Andita bimbang. Hati kecilnya memaksa dia untuk tetep ke sekolah. Karena hari ini adalah untuk terakhir kalinya ia bisa melihat ibu ferina di kelas. Tapi perasaannya seperti ingin menggerakkan kaki andita kembali pulang. Langkah andita pun mengambang. Tak seperti biasanya, pagi itu langkah kaki kecil andita bener-bener tidak yakin.

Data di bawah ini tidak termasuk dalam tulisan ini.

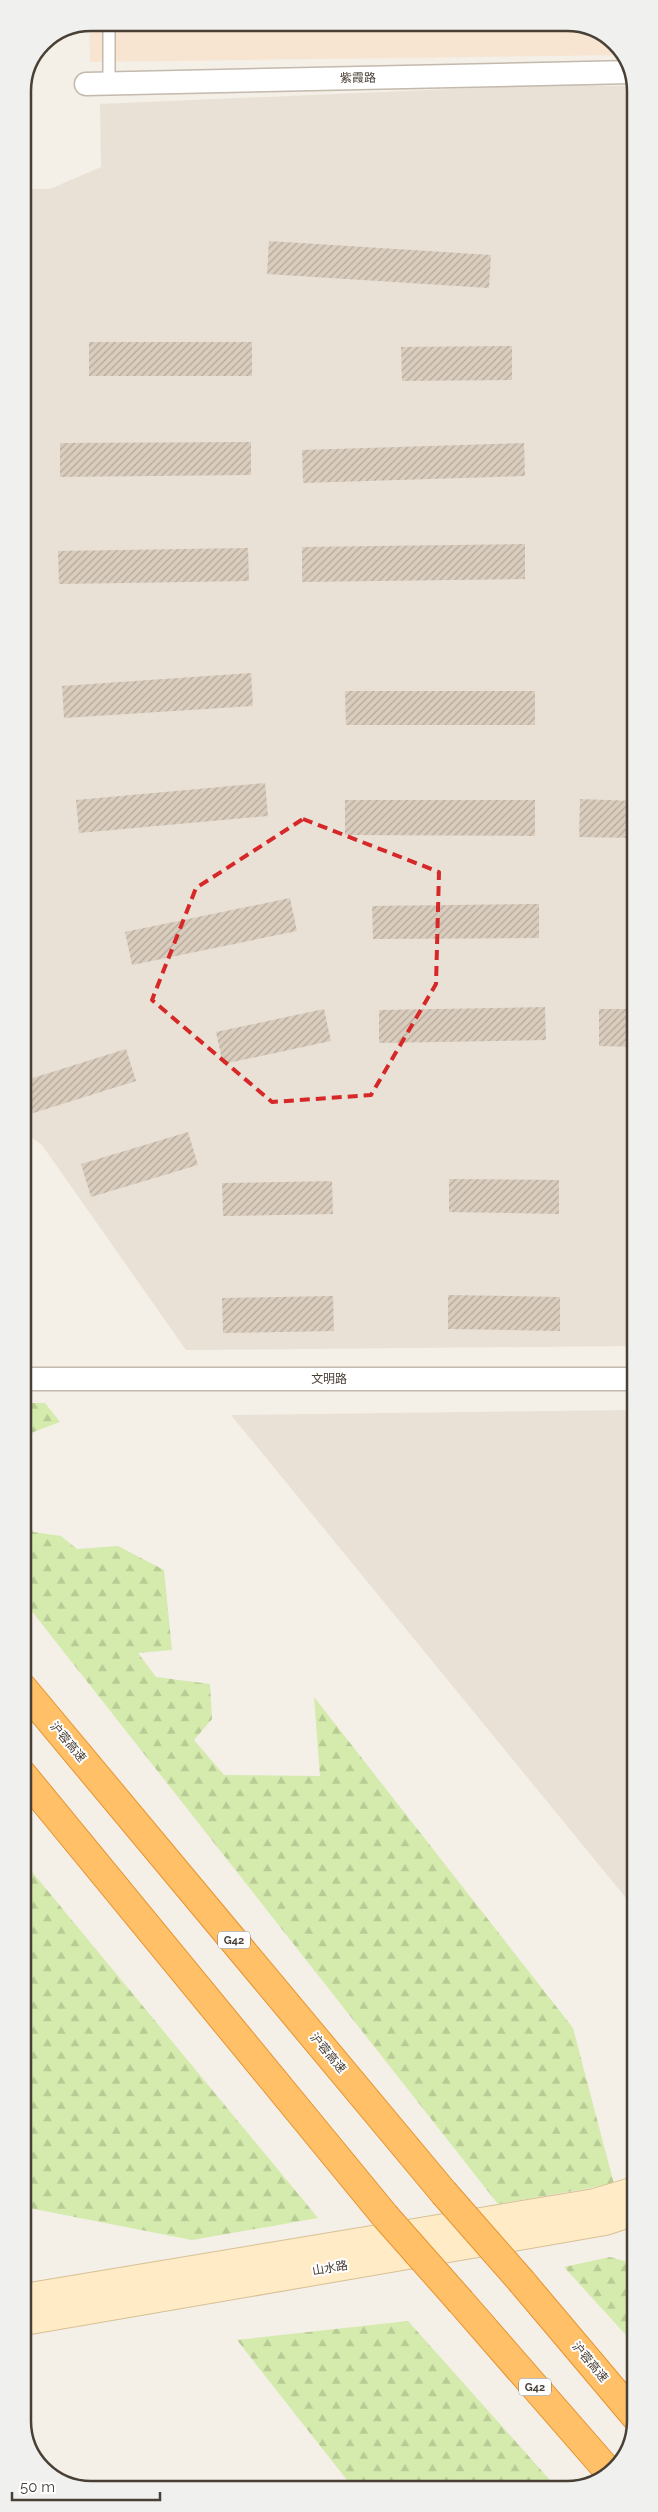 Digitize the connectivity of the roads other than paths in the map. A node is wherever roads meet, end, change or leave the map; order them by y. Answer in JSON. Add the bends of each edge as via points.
{"nodes":[{"id":1,"x":109,"y":31,"type":"edge"},
{"id":2,"x":624,"y":72,"type":"edge"},
{"id":3,"x":109,"y":83,"type":"junction"},
{"id":4,"x":86,"y":84,"type":"dead end"},
{"id":5,"x":31,"y":1379,"type":"edge"},
{"id":6,"x":627,"y":1379,"type":"edge"},
{"id":7,"x":31,"y":1698,"type":"edge"},
{"id":8,"x":31,"y":1785,"type":"edge"},
{"id":9,"x":627,"y":2193,"type":"edge"},
{"id":10,"x":627,"y":2214,"type":"edge"},
{"id":11,"x":31,"y":2297,"type":"edge"},
{"id":12,"x":31,"y":2320,"type":"edge"},
{"id":13,"x":627,"y":2405,"type":"edge"},
{"id":14,"x":604,"y":2467,"type":"edge"}],
"edges":[{"from":1,"to":3,"type":"lane"},
{"from":2,"to":3,"type":"street","name":"紫霞路"},
{"from":3,"to":4,"type":"street","name":"紫霞路"},
{"from":5,"to":6,"type":"street","name":"文明路"},
{"from":7,"to":13,"type":"highway","name":"沪蓉高速","number":"G42","bridge":true,"via":[[444,2193]]},
{"from":8,"to":14,"type":"highway","number":"G42","bridge":true,"via":[[385,2216]]},
{"from":9,"to":11,"type":"street","name":"山水路","via":[[595,2203]]},
{"from":10,"to":12,"type":"street","name":"山水路","via":[[605,2221]]}]} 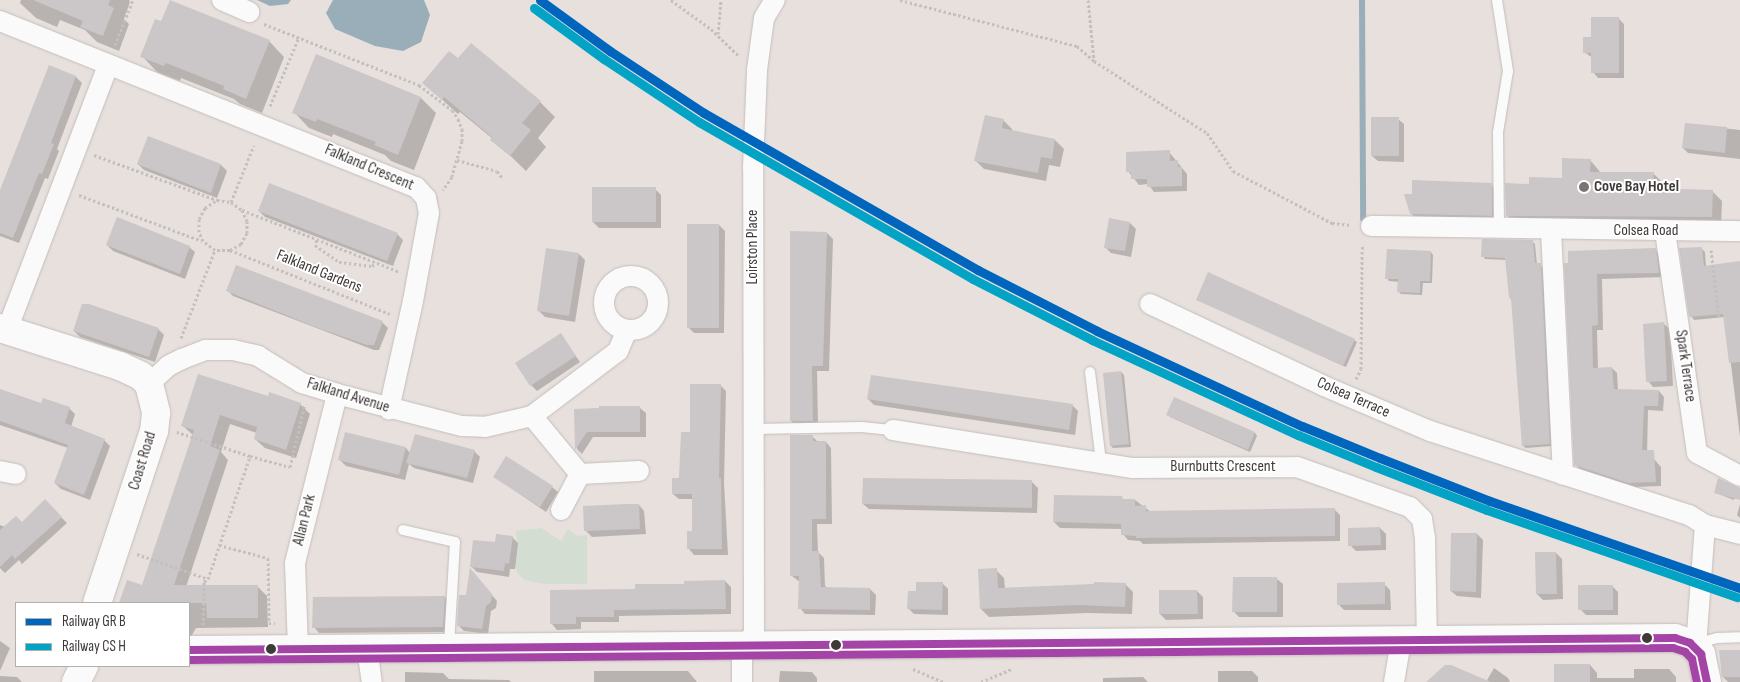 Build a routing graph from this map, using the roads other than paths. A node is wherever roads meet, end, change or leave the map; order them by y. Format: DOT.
graph roads {
  1 [pos="222,0"];
  2 [pos="775,0"];
  3 [pos="1497,0"];
  4 [pos="249,12"];
  5 [pos="0,21"];
  6 [pos="108,65"];
  7 [pos="1371,226"];
  8 [pos="1499,229"];
  9 [pos="1551,230"];
  10 [pos="1665,230"];
  11 [pos="1740,231"];
  12 [pos="1150,304"];
  13 [pos="4,329"];
  14 [pos="626,330"];
  15 [pos="1090,372"];
  16 [pos="149,384"];
  17 [pos="337,394"];
  18 [pos="389,408"];
  19 [pos="532,416"];
  20 [pos="754,429"];
  21 [pos="893,430"];
  22 [pos="1101,462"];
  23 [pos="639,471"];
  24 [pos="580,474"];
  25 [pos="1563,476"];
  26 [pos="1740,476"];
  27 [pos="561,510"];
  28 [pos="1704,525"];
  29 [pos="403,530"];
  30 [pos="1740,534"];
  31 [pos="97,602"];
  32 [pos="297,637"];
  33 [pos="1740,637"];
  34 [pos="1414,641"];
  35 [pos="745,645"];
  36 [pos="367,648"];
  37 [pos="449,648"];
  38 [pos="1696,648"];
  39 [pos="190,650"];
  40 [pos="84,667"];
  41 [pos="76,682"];
  42 [pos="372,682"];
  43 [pos="742,682"];
  44 [pos="1394,682"];
  45 [pos="1707,682"];
  1 -- 4 [label="street"];
  2 -- 20 [label="street, Loirston Place"];
  3 -- 8 [label="lane"];
  5 -- 6 [label="street, Falkland Crescent"];
  6 -- 13 [label="street"];
  6 -- 18 [label="street, Falkland Crescent"];
  7 -- 8 [label="street, Colsea Road"];
  8 -- 9 [label="street, Colsea Road"];
  9 -- 10 [label="street, Colsea Road"];
  9 -- 25 [label="street"];
  10 -- 11 [label="street, Colsea Road"];
  10 -- 26 [label="street, Spark Terrace"];
  12 -- 25 [label="street, Colsea Terrace"];
  13 -- 16 [label="street"];
  14 -- 19 [label="street, Falkland Avenue"];
  15 -- 22 [label="lane"];
  16 -- 17 [label="street, Falkland Avenue"];
  16 -- 31 [label="street, Coast Road"];
  17 -- 18 [label="street, Falkland Avenue"];
  17 -- 32 [label="street, Allan Park"];
  18 -- 19 [label="street, Falkland Avenue"];
  19 -- 24 [label="street"];
  20 -- 21 [label="lane"];
  20 -- 35 [label="street, Loirston Place"];
  21 -- 22 [label="street, Burnbutts Crescent"];
  22 -- 34 [label="street, Burnbutts Crescent"];
  23 -- 24 [label="street"];
  24 -- 27 [label="street"];
  25 -- 28 [label="street"];
  28 -- 30 [label="street"];
  28 -- 38 [label="street"];
  29 -- 37 [label="lane"];
  32 -- 36 [label="street"];
  32 -- 39 [label="street"];
  33 -- 38 [label="lane"];
  34 -- 35 [label="street"];
  34 -- 38 [label="street"];
  34 -- 44 [label="street, Burnbutts Crescent"];
  35 -- 37 [label="street"];
  35 -- 43 [label="street, Loirston Place"];
  36 -- 37 [label="street"];
  36 -- 42 [label="street"];
  38 -- 45 [label="street"];
  40 -- 41 [label="street"];
}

Hingga akhirnya kaki-kaki mungil itu bergerak perlahan menuju sekolah. Apapun isi kado itu, yang pasti ia harus memberikannya kepada ibu ferina. Sesampai di kelas, riuh suara temen-temen andita. Setiap anak merasa menyiapkan kado terbaik untuk ibu ferina. Tak ada yang mau kalah. Semua merasa kado-nyalah yang paling indah. Andita terdiam. Hatinya kecut melihat bermacam-macam warna kado itu. Ia berjalan pelan menghindar kerumunan dan mengambil tempat duduk yang kosong di sudut kelas.
Hingga tiba saatnya ibu ferina berpamitan. Satu persatu anak di kelas maju menyalami ibu ferina sambil memberikan kado yang telah terbungkus dengan kertas warna-warni yang indah. Tak terasa semua anak sudah menyerahkan kenangan untuk ibu ferina. Hingga,
“andita…” pelan suara ibu ferina. Andita tersentak kaget. Hatinya kembali menciut. Gadis kecil itu beranjak ke depan. kedua tangannya menyembunyikan kado kecil di punggungnya. Anak-anak lain terdiam menatap langkah andita yang sedikit tertahan.
Di ciumnya tangan ibu ferina. Gemetar tangan andita saat menyerahkan kado yang sudah di persiapkan sedari tadi malam. Perlahan ibu ferina membuka kotak kado tersebut. Andita tersenyum getir, saat melihat macam-macam hadiah yang sudah di berikan oleh temen-temennya. setiap hadiah dibuka langsung usai diterima. Ibu ferina ingin tahu makna hadiah yang diberikan oleh anak-anak. Ada yang memberikan pulpen berwarna emas, boneka, cincin perak, mukena, kerudung dll. Semua bagus. Kecuali,
“andita…” lembut tatapan ibu ferina. Andita menunduk dan semakin menunduk. Anak-anak tertawa saat melihat kotak bekas kardus lampu pijar 5 watt itu ternyata tidak berisi apa-apa. Kosong!
Airmata andita tak tertahan. Jatuh menetes. ia tertunduk,
“ma..maaf bu, andita tidak bisa memberikan hadiah seperti yang temen-temen berikan..” andita terisak.
“kotak itu tidak kosong..” sambungnya.
“tadi malam andita meletakan cinta dan sayang andita untuk ibu guru di kotak itu..”
Ibu ferina tercekat!
kemudian secepat kilat di dekap erat andita. Dicium murid terbaiknya itu. Air mata guru baik hati itu terburai. Ibu guru itu menangis. Tak menyangka gadis kecil berusia 9 tahun itu begitu mulia. Baginya tak ada hadiah yang paling indah selain bingkisan cinta dan sayang dari andita!
A love for Andita, keep smile little girl!